The following is an open letter to the education reform community by educator Barbara C. Goodman.
Dear Education Reformist,
We have been battling each other for a long time. You present clear ideas and data to support your reform agenda. I am not moved. It’s not because I am old, recalcitrant and averse to change. I balk because I know you are wrong. My heart tells me so.
In my family, being learned was second only to being healthy. My grandfather’s life mission was to make sure that his children and grandchildren got a good education. As a Russian immigrant he understood that schooling was the key to prosperity in the new world. He also believed that education was so much more than that.
I remember the summer of 1967, the year of the Montreal World’s Fair, the time my grandfather disappeared. As was his usual routine, he left the house early for work, but never arrived at the small family grocery store he owned with my two uncles. By noon we had contacted the police, by afternoon the hospitals, and then we waited. He arrived home just after dusk. He had spent the day at EXPO 67. He saw giant-sized models of microscopic molecules, a movie on how iron ore is turned into steel, and a demonstration of how the phones of the future could be used to play games and take pictures. He was tired but unremorseful. In response to “where the hell have you been?” he said, “I ate, I drank, and I learned.”
My grandfather taught me that learning in itself was a joy and urged me to enter the noblest of all professions – teaching.
So I became an educator not just to teach math, English or any other subject; not just to get students ready for the work force, for the 21st century, or for global citizenship.
My mission is to make sure that my students graduate from high school with a passion for learning so that they can pursue their own dreams and find joy and delight in their life’s work.
I want my students to grow up to be like my friend Scott, a nature biologist who lives in Jackman, Maine, a small town just 18 miles south of the Canadian border. When the temperature is minus 30 or 40 degrees F., he rides his snowmobile deep into the north woods so that he can track and chart the mating and migration patterns of the northern lynx. He has just built a special child seat on the back of his snowmobile, and he is eagerly waiting for winter, when he plans to take his 3-year-old son to work with him. Scott can hardly wait to share his passion of the outdoors and teach his son about the animals that live in the cold wilderness of northern Maine.

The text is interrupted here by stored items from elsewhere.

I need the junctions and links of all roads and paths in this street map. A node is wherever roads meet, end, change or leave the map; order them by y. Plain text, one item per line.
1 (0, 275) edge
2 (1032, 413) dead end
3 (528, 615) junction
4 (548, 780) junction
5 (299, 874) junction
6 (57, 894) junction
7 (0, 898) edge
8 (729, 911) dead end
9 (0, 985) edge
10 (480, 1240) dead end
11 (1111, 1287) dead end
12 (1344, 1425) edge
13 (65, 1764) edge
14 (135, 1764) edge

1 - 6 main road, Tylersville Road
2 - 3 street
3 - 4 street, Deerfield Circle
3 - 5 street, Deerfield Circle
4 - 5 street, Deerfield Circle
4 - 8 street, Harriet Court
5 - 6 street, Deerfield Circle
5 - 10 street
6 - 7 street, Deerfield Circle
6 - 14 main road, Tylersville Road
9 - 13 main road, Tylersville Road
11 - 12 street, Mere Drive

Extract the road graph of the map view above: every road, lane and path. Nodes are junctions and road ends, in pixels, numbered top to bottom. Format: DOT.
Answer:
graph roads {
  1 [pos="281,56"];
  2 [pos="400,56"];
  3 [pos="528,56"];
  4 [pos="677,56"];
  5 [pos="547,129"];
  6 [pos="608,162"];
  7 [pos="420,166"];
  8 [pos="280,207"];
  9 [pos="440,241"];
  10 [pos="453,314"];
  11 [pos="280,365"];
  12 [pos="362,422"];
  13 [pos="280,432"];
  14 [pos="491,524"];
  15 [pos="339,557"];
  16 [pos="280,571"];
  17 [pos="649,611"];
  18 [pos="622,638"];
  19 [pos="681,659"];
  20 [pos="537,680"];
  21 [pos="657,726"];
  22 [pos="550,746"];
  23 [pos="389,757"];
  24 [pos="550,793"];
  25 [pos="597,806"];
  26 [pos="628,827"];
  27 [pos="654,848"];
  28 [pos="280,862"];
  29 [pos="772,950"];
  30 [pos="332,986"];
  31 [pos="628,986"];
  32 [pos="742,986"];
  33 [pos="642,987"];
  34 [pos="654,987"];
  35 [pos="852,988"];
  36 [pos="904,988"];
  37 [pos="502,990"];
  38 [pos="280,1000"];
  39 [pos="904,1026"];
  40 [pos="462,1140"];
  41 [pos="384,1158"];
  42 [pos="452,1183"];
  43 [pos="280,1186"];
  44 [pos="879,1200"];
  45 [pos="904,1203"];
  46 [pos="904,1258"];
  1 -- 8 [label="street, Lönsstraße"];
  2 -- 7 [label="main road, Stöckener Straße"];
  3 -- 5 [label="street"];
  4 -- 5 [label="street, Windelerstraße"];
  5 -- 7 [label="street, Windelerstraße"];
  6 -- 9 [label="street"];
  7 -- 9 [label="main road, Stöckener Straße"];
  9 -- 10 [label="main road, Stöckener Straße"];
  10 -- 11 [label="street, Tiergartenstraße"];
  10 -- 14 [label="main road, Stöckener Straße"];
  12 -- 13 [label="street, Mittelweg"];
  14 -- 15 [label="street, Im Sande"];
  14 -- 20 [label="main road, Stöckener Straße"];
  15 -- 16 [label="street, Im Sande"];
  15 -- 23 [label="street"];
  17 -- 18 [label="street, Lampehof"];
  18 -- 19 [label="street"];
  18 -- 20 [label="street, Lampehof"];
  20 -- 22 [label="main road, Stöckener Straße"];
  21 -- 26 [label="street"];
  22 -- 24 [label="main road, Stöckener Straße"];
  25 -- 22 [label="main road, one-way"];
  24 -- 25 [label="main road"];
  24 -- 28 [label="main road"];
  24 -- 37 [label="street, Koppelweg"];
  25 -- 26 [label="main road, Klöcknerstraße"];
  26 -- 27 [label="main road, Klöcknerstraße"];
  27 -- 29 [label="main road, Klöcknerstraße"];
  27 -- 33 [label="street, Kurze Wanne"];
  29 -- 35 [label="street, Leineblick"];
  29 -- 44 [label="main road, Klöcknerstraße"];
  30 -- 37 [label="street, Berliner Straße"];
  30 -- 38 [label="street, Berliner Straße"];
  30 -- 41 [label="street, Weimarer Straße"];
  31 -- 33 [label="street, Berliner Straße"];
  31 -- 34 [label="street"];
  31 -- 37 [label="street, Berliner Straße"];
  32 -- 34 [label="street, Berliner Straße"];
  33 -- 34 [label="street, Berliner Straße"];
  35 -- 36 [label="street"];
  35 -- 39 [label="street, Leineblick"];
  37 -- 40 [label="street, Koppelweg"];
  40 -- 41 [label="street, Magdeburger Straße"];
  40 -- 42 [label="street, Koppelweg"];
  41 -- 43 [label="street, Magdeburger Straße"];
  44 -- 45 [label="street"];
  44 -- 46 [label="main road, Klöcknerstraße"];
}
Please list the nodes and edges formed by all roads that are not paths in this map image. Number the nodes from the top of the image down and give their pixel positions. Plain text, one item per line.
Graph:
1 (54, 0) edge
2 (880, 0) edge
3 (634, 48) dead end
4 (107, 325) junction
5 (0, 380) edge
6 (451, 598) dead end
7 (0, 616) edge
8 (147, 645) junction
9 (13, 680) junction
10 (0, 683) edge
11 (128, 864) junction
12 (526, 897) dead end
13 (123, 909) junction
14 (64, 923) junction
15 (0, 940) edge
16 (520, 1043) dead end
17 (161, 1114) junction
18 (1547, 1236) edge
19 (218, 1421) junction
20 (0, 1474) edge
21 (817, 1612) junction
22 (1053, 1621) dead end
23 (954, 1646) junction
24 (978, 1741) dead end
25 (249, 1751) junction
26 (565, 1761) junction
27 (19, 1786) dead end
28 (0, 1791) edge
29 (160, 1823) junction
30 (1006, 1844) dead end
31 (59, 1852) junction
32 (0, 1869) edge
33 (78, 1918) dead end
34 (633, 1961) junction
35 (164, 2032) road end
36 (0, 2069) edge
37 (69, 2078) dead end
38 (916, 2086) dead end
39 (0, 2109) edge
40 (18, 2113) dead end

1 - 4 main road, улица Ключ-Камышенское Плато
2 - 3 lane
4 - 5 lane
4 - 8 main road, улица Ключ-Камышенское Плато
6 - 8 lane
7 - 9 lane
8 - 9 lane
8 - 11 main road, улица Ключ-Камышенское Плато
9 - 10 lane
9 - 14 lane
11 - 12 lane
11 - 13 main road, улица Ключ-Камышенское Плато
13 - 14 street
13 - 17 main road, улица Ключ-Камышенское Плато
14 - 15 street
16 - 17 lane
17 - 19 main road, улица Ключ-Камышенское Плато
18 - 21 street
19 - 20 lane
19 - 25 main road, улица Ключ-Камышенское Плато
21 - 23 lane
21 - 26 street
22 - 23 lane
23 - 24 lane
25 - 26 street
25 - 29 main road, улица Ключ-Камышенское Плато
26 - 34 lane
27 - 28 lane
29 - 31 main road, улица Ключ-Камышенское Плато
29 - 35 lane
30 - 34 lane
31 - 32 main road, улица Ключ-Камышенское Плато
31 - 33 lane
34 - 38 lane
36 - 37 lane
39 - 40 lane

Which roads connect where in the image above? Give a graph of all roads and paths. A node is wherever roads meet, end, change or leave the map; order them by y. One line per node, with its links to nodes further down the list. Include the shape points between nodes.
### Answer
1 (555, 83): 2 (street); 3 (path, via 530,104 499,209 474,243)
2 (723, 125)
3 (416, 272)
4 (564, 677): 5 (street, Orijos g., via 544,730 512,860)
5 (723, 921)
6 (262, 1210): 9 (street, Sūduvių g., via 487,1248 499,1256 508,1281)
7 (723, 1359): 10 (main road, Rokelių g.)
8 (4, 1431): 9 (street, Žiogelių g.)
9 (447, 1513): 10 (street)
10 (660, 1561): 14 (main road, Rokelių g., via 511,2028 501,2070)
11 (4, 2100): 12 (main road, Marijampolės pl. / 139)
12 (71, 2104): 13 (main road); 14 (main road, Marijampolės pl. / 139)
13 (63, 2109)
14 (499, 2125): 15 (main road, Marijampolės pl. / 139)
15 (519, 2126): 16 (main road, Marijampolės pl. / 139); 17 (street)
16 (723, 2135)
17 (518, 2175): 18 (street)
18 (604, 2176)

Scott has a very high level of academic competence. But his knowledge and skills are merely the tools that he uses to do the work that he loves. Education is about inspiring students to find their own passion, to follow their own dreams so that learning is not just a challenge but also a joy.
Yet, each day I am faced with the dilemma: Do I teach our children the skills someone else has determined that they need, or do I acknowledge and respect their passions and use these to guide their learning?
The stakes are high. In order to graduate, Silas must pass the 10th grade math MCAS. He has no interest in geometry and doesn’t care about congruent triangles. He loves skateboarding. So I have him designing a skateboard park. He has determined the area and perimeter of the field in order to find the cost of fencing and ground cover. To design the slides he will need to figure the areas of triangles. He is completely involved in this project. I know because Silas has ADHD and has never before focused on a task for over four and a half minutes. Right now he has worked for almost 10 minutes. I know I can use this project to teach him about congruence. But not yet; and I don’t know when. So, E.R., the stakes are high. Do I teach Silas the three criteria for congruence and perhaps lose his interest. or keep him fully involved and enjoying learning? Do I focus on what Silas needs or what you – the reformist – wants?
Ed Reformist, the problem with your reform agenda is that you have set the bar too low. I want my students not only to be academically proficient, but also to love learning; not only to be prepared for the work force, but also eager to pursue their own dreams, not to just get a good job, but to also love their life’s work.